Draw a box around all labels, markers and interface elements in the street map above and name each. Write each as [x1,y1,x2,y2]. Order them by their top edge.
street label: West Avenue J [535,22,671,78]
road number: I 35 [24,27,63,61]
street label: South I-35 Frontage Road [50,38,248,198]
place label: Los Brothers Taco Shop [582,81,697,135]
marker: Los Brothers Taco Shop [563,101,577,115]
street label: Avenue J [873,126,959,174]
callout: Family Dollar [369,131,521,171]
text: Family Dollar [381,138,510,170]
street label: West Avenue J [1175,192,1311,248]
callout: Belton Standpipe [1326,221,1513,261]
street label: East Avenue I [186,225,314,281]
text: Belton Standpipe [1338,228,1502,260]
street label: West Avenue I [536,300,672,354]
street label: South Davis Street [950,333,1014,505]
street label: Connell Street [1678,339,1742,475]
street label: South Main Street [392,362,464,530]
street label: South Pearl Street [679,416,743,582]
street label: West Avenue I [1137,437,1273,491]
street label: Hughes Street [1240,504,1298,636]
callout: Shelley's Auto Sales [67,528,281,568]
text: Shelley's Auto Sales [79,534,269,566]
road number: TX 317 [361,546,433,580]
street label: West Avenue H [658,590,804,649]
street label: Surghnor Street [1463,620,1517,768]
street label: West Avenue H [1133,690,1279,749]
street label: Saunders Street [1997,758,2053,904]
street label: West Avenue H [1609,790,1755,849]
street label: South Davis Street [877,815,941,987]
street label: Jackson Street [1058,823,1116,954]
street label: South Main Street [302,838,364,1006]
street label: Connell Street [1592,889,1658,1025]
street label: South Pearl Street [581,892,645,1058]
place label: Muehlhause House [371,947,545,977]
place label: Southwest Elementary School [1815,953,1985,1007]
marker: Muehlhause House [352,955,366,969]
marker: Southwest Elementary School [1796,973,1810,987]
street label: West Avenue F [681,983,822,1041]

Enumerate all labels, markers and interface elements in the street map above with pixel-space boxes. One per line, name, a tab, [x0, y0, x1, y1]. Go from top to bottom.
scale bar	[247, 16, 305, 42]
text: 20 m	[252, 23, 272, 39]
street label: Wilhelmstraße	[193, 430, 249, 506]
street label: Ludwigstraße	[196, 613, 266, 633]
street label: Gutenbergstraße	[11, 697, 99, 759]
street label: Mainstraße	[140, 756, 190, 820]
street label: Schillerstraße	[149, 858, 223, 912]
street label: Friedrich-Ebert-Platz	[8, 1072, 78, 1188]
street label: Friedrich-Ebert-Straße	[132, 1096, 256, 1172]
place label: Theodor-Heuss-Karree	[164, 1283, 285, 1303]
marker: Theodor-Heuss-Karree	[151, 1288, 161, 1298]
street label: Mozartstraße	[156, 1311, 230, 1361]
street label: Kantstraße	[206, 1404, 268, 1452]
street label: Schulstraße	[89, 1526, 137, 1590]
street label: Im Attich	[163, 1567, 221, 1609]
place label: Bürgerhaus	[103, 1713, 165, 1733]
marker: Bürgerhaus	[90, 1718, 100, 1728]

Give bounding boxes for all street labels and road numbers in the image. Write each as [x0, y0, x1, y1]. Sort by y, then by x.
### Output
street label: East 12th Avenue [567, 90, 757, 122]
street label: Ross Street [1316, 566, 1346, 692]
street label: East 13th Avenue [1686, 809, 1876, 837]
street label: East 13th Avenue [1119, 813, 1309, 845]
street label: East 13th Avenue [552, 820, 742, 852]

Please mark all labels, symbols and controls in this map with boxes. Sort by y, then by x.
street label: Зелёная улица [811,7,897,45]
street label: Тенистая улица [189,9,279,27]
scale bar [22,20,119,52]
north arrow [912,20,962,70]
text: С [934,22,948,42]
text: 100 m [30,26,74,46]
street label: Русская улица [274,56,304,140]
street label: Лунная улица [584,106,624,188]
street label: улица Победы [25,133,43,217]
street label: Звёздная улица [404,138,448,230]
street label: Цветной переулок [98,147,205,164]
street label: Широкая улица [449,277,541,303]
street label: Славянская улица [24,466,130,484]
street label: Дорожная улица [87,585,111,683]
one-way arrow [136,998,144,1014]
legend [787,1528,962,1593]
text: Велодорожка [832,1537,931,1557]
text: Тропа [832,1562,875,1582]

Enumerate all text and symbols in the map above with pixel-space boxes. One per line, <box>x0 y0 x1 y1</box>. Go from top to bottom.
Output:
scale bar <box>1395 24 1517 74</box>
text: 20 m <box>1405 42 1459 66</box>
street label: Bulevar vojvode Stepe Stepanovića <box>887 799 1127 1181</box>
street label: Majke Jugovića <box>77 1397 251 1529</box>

WORK ORDER -
Transcribe the records in full, keeping every character as it is.

WRITTEN SOLUTION -
Draw a box around all labels, markers and interface elements in the street map above and name each. Write each as [x1,y1,x2,y2]. Order them by their top edge.
street label: West Avenue J [535,22,671,78]
road number: I 35 [24,27,63,61]
street label: South I-35 Frontage Road [50,38,248,198]
place label: Los Brothers Taco Shop [582,81,697,135]
marker: Los Brothers Taco Shop [563,101,577,115]
street label: Avenue J [873,126,959,174]
callout: Family Dollar [369,131,521,171]
text: Family Dollar [381,138,510,170]
street label: West Avenue J [1175,192,1311,248]
callout: Belton Standpipe [1326,221,1513,261]
street label: East Avenue I [186,225,314,281]
text: Belton Standpipe [1338,228,1502,260]
street label: West Avenue I [536,300,672,354]
street label: South Davis Street [950,333,1014,505]
street label: Connell Street [1678,339,1742,475]
street label: South Main Street [392,362,464,530]
street label: South Pearl Street [679,416,743,582]
street label: West Avenue I [1137,437,1273,491]
street label: Hughes Street [1240,504,1298,636]
callout: Shelley's Auto Sales [67,528,281,568]
text: Shelley's Auto Sales [79,534,269,566]
road number: TX 317 [361,546,433,580]
street label: West Avenue H [658,590,804,649]
street label: Surghnor Street [1463,620,1517,768]
street label: West Avenue H [1133,690,1279,749]
street label: Saunders Street [1997,758,2053,904]
street label: West Avenue H [1609,790,1755,849]
street label: South Davis Street [877,815,941,987]
street label: Jackson Street [1058,823,1116,954]
street label: South Main Street [302,838,364,1006]
street label: Connell Street [1592,889,1658,1025]
street label: South Pearl Street [581,892,645,1058]
place label: Muehlhause House [371,947,545,977]
place label: Southwest Elementary School [1815,953,1985,1007]
marker: Muehlhause House [352,955,366,969]
marker: Southwest Elementary School [1796,973,1810,987]
street label: West Avenue F [681,983,822,1041]

Enumerate all labels, markers and interface elements in the street map above with pixel-space boxes. One per line, name, a tab, [x0, y0, x1, y1]. Go from top to bottom.
scale bar	[247, 16, 305, 42]
text: 20 m	[252, 23, 272, 39]
street label: Wilhelmstraße	[193, 430, 249, 506]
street label: Ludwigstraße	[196, 613, 266, 633]
street label: Gutenbergstraße	[11, 697, 99, 759]
street label: Mainstraße	[140, 756, 190, 820]
street label: Schillerstraße	[149, 858, 223, 912]
street label: Friedrich-Ebert-Platz	[8, 1072, 78, 1188]
street label: Friedrich-Ebert-Straße	[132, 1096, 256, 1172]
place label: Theodor-Heuss-Karree	[164, 1283, 285, 1303]
marker: Theodor-Heuss-Karree	[151, 1288, 161, 1298]
street label: Mozartstraße	[156, 1311, 230, 1361]
street label: Kantstraße	[206, 1404, 268, 1452]
street label: Schulstraße	[89, 1526, 137, 1590]
street label: Im Attich	[163, 1567, 221, 1609]
place label: Bürgerhaus	[103, 1713, 165, 1733]
marker: Bürgerhaus	[90, 1718, 100, 1728]

Give bounding boxes for all street labels and road numbers in the image. Write each as [x0, y0, x1, y1]. Sort by y, then by x.
### Output
street label: East 12th Avenue [567, 90, 757, 122]
street label: Ross Street [1316, 566, 1346, 692]
street label: East 13th Avenue [1686, 809, 1876, 837]
street label: East 13th Avenue [1119, 813, 1309, 845]
street label: East 13th Avenue [552, 820, 742, 852]

Please mark all labels, symbols and controls in this map with boxes. Sort by y, then by x.
street label: Зелёная улица [811,7,897,45]
street label: Тенистая улица [189,9,279,27]
scale bar [22,20,119,52]
north arrow [912,20,962,70]
text: С [934,22,948,42]
text: 100 m [30,26,74,46]
street label: Русская улица [274,56,304,140]
street label: Лунная улица [584,106,624,188]
street label: улица Победы [25,133,43,217]
street label: Звёздная улица [404,138,448,230]
street label: Цветной переулок [98,147,205,164]
street label: Широкая улица [449,277,541,303]
street label: Славянская улица [24,466,130,484]
street label: Дорожная улица [87,585,111,683]
one-way arrow [136,998,144,1014]
legend [787,1528,962,1593]
text: Велодорожка [832,1537,931,1557]
text: Тропа [832,1562,875,1582]

Enumerate all text and symbols in the map above with pixel-space boxes. One per line, <box>x0 y0 x1 y1</box>. Go from top to bottom.
Output:
scale bar <box>1395 24 1517 74</box>
text: 20 m <box>1405 42 1459 66</box>
street label: Bulevar vojvode Stepe Stepanovića <box>887 799 1127 1181</box>
street label: Majke Jugovića <box>77 1397 251 1529</box>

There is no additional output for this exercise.